(Material for this task Opens)

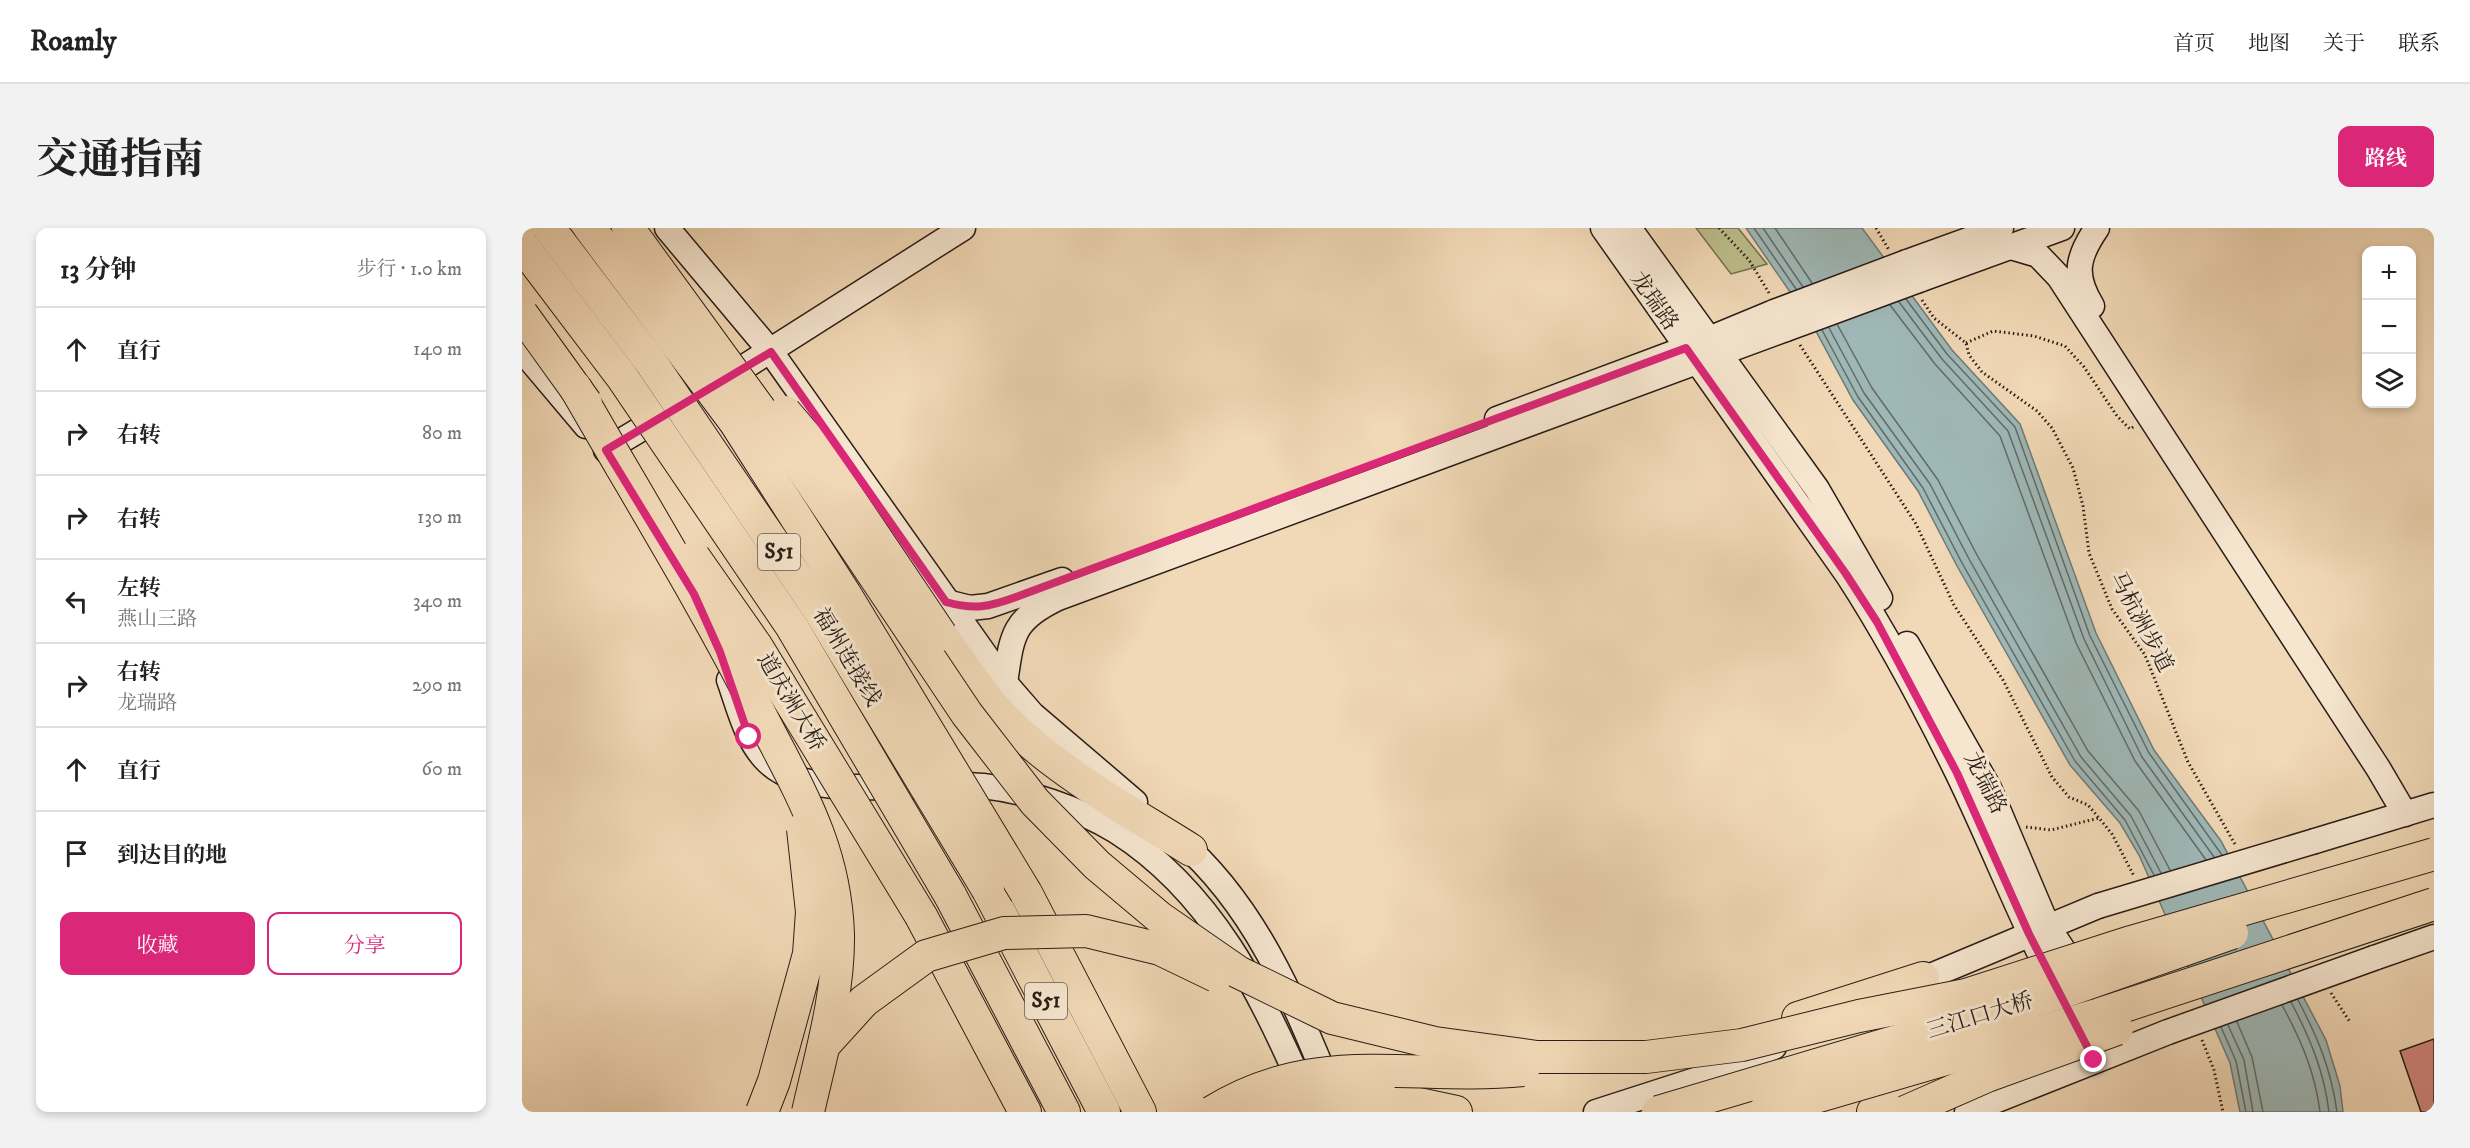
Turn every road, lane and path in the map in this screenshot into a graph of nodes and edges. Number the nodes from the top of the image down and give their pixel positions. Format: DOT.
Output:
graph roads {
  1 [pos="549,228"];
  2 [pos="590,228"];
  3 [pos="667,228"];
  4 [pos="963,228"];
  5 [pos="1603,228"];
  6 [pos="1629,228"];
  7 [pos="1719,228"];
  8 [pos="1876,228"];
  9 [pos="2062,228"];
  10 [pos="2097,228"];
  11 [pos="631,232"];
  12 [pos="2006,238"];
  13 [pos="522,245"];
  14 [pos="1909,272"];
  15 [pos="522,314"];
  16 [pos="1782,319"];
  17 [pos="1966,343"];
  18 [pos="1715,347"];
  19 [pos="522,350"];
  20 [pos="771,352"];
  21 [pos="1692,356"];
  22 [pos="575,387"];
  23 [pos="2149,416"];
  24 [pos="606,450"];
  25 [pos="946,602"];
  26 [pos="1005,683"];
  27 [pos="777,748"];
  28 [pos="2419,810"];
  29 [pos="2099,818"];
  30 [pos="1191,850"];
  31 [pos="2241,854"];
  32 [pos="2434,854"];
  33 [pos="2434,864"];
  34 [pos="2434,904"];
  35 [pos="2434,913"];
  36 [pos="2038,930"];
  37 [pos="2434,938"];
  38 [pos="1923,978"];
  39 [pos="2331,993"];
  40 [pos="2350,1022"];
  41 [pos="1318,1023"];
  42 [pos="1285,1048"];
  43 [pos="2127,1048"];
  44 [pos="1316,1054"];
  45 [pos="2094,1060"];
  46 [pos="1987,1076"];
  47 [pos="762,1112"];
  48 [pos="786,1112"];
  49 [pos="808,1112"];
  50 [pos="1025,1112"];
  51 [pos="1064,1112"];
  52 [pos="1104,1112"];
  53 [pos="1140,1112"];
  54 [pos="1212,1112"];
  55 [pos="1253,1112"];
  56 [pos="1299,1112"];
  57 [pos="1313,1112"];
  58 [pos="1340,1112"];
  59 [pos="1356,1112"];
  60 [pos="1456,1112"];
  61 [pos="1596,1112"];
  62 [pos="1658,1112"];
  63 [pos="1764,1112"];
  64 [pos="1873,1112"];
  65 [pos="1905,1112"];
  66 [pos="1967,1112"];
  1 -- 52 [label="highway, 福州连接线 / S51, bridge"];
  2 -- 53 [label="highway, bridge"];
  3 -- 20 [label="street"];
  4 -- 20 [label="street"];
  5 -- 21 [label="street, 龙瑞路"];
  6 -- 18 [label="street, 龙瑞路"];
  7 -- 16 [label="path"];
  8 -- 14 [label="path, 马杭洲步道"];
  9 -- 12 [label="street"];
  10 -- 28 [label="street"];
  11 -- 30 [label="highway, bridge"];
  11 -- 41 [label="highway, bridge"];
  12 -- 14 [label="street"];
  12 -- 23 [label="street"];
  13 -- 51 [label="highway, 福州连接线 / S51, bridge"];
  14 -- 16 [label="street, bridge"];
  14 -- 17 [label="path, 马杭洲步道"];
  15 -- 22 [label="highway, 道庆洲大桥, bridge"];
  16 -- 18 [label="street"];
  16 -- 29 [label="path"];
  17 -- 23 [label="path"];
  17 -- 31 [label="path, 马杭洲步道"];
  18 -- 21 [label="street"];
  18 -- 36 [label="street, 龙瑞路"];
  19 -- 24 [label="street"];
  20 -- 24 [label="street"];
  20 -- 25 [label="street"];
  21 -- 25 [label="street"];
  21 -- 26 [label="street"];
  21 -- 36 [label="street, 龙瑞路"];
  22 -- 27 [label="highway, bridge"];
  22 -- 50 [label="highway, 道庆洲大桥, bridge"];
  23 -- 28 [label="street"];
  24 -- 42 [label="street"];
  25 -- 26 [label="street"];
  26 -- 30 [label="street"];
  27 -- 47 [label="highway, bridge"];
  27 -- 49 [label="highway, bridge"];
  28 -- 36 [label="street, bridge"];
  30 -- 41 [label="street"];
  32 -- 41 [label="highway, bridge"];
  33 -- 62 [label="highway, 三江口大桥, bridge"];
  34 -- 63 [label="highway, 三江口大桥, bridge"];
  35 -- 46 [label="highway, bridge"];
  36 -- 38 [label="street"];
  36 -- 43 [label="street"];
  36 -- 45 [label="street"];
  37 -- 43 [label="street, bridge"];
  38 -- 54 [label="highway, bridge"];
  38 -- 61 [label="street"];
  39 -- 40 [label="path"];
  41 -- 42 [label="street"];
  41 -- 44 [label="street"];
  41 -- 48 [label="highway, bridge"];
  42 -- 56 [label="street"];
  42 -- 57 [label="street"];
  43 -- 45 [label="street"];
  44 -- 58 [label="street"];
  44 -- 59 [label="street"];
  45 -- 66 [label="street"];
  46 -- 64 [label="highway, bridge"];
  46 -- 65 [label="highway, bridge"];
  55 -- 60 [label="highway, bridge"];
}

(Material for this task Closes)

- Required action
Each line of the records above must be repeated exactly, but no picture belongs in the copy.

- Solved problem
Turn every road, lane and path in the map in this screenshot into a graph of nodes and edges. Number the nodes from the top of the image down and give their pixel positions. Format: DOT.
Output:
graph roads {
  1 [pos="549,228"];
  2 [pos="590,228"];
  3 [pos="667,228"];
  4 [pos="963,228"];
  5 [pos="1603,228"];
  6 [pos="1629,228"];
  7 [pos="1719,228"];
  8 [pos="1876,228"];
  9 [pos="2062,228"];
  10 [pos="2097,228"];
  11 [pos="631,232"];
  12 [pos="2006,238"];
  13 [pos="522,245"];
  14 [pos="1909,272"];
  15 [pos="522,314"];
  16 [pos="1782,319"];
  17 [pos="1966,343"];
  18 [pos="1715,347"];
  19 [pos="522,350"];
  20 [pos="771,352"];
  21 [pos="1692,356"];
  22 [pos="575,387"];
  23 [pos="2149,416"];
  24 [pos="606,450"];
  25 [pos="946,602"];
  26 [pos="1005,683"];
  27 [pos="777,748"];
  28 [pos="2419,810"];
  29 [pos="2099,818"];
  30 [pos="1191,850"];
  31 [pos="2241,854"];
  32 [pos="2434,854"];
  33 [pos="2434,864"];
  34 [pos="2434,904"];
  35 [pos="2434,913"];
  36 [pos="2038,930"];
  37 [pos="2434,938"];
  38 [pos="1923,978"];
  39 [pos="2331,993"];
  40 [pos="2350,1022"];
  41 [pos="1318,1023"];
  42 [pos="1285,1048"];
  43 [pos="2127,1048"];
  44 [pos="1316,1054"];
  45 [pos="2094,1060"];
  46 [pos="1987,1076"];
  47 [pos="762,1112"];
  48 [pos="786,1112"];
  49 [pos="808,1112"];
  50 [pos="1025,1112"];
  51 [pos="1064,1112"];
  52 [pos="1104,1112"];
  53 [pos="1140,1112"];
  54 [pos="1212,1112"];
  55 [pos="1253,1112"];
  56 [pos="1299,1112"];
  57 [pos="1313,1112"];
  58 [pos="1340,1112"];
  59 [pos="1356,1112"];
  60 [pos="1456,1112"];
  61 [pos="1596,1112"];
  62 [pos="1658,1112"];
  63 [pos="1764,1112"];
  64 [pos="1873,1112"];
  65 [pos="1905,1112"];
  66 [pos="1967,1112"];
  1 -- 52 [label="highway, 福州连接线 / S51, bridge"];
  2 -- 53 [label="highway, bridge"];
  3 -- 20 [label="street"];
  4 -- 20 [label="street"];
  5 -- 21 [label="street, 龙瑞路"];
  6 -- 18 [label="street, 龙瑞路"];
  7 -- 16 [label="path"];
  8 -- 14 [label="path, 马杭洲步道"];
  9 -- 12 [label="street"];
  10 -- 28 [label="street"];
  11 -- 30 [label="highway, bridge"];
  11 -- 41 [label="highway, bridge"];
  12 -- 14 [label="street"];
  12 -- 23 [label="street"];
  13 -- 51 [label="highway, 福州连接线 / S51, bridge"];
  14 -- 16 [label="street, bridge"];
  14 -- 17 [label="path, 马杭洲步道"];
  15 -- 22 [label="highway, 道庆洲大桥, bridge"];
  16 -- 18 [label="street"];
  16 -- 29 [label="path"];
  17 -- 23 [label="path"];
  17 -- 31 [label="path, 马杭洲步道"];
  18 -- 21 [label="street"];
  18 -- 36 [label="street, 龙瑞路"];
  19 -- 24 [label="street"];
  20 -- 24 [label="street"];
  20 -- 25 [label="street"];
  21 -- 25 [label="street"];
  21 -- 26 [label="street"];
  21 -- 36 [label="street, 龙瑞路"];
  22 -- 27 [label="highway, bridge"];
  22 -- 50 [label="highway, 道庆洲大桥, bridge"];
  23 -- 28 [label="street"];
  24 -- 42 [label="street"];
  25 -- 26 [label="street"];
  26 -- 30 [label="street"];
  27 -- 47 [label="highway, bridge"];
  27 -- 49 [label="highway, bridge"];
  28 -- 36 [label="street, bridge"];
  30 -- 41 [label="street"];
  32 -- 41 [label="highway, bridge"];
  33 -- 62 [label="highway, 三江口大桥, bridge"];
  34 -- 63 [label="highway, 三江口大桥, bridge"];
  35 -- 46 [label="highway, bridge"];
  36 -- 38 [label="street"];
  36 -- 43 [label="street"];
  36 -- 45 [label="street"];
  37 -- 43 [label="street, bridge"];
  38 -- 54 [label="highway, bridge"];
  38 -- 61 [label="street"];
  39 -- 40 [label="path"];
  41 -- 42 [label="street"];
  41 -- 44 [label="street"];
  41 -- 48 [label="highway, bridge"];
  42 -- 56 [label="street"];
  42 -- 57 [label="street"];
  43 -- 45 [label="street"];
  44 -- 58 [label="street"];
  44 -- 59 [label="street"];
  45 -- 66 [label="street"];
  46 -- 64 [label="highway, bridge"];
  46 -- 65 [label="highway, bridge"];
  55 -- 60 [label="highway, bridge"];
}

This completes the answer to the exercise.